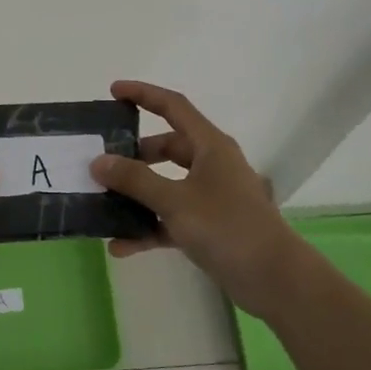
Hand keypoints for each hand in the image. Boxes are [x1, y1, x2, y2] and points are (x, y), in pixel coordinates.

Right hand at [89, 80, 304, 315]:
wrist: (272, 277)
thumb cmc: (226, 227)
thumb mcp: (175, 200)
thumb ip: (135, 180)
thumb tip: (98, 161)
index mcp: (210, 146)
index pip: (173, 107)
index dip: (143, 95)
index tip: (113, 92)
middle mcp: (211, 166)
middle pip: (166, 149)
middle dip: (134, 155)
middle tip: (102, 163)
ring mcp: (210, 197)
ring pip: (165, 186)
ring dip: (136, 196)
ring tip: (102, 204)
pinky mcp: (207, 227)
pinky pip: (169, 220)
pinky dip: (147, 229)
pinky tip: (119, 246)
__________
■ What to do ■
For this task, copy every line of the material in which "pinky" appears.

■ Exercise answer ■
pinky mcp: (207, 227)
pinky pip: (169, 220)
pinky dip: (147, 229)
pinky tip: (119, 246)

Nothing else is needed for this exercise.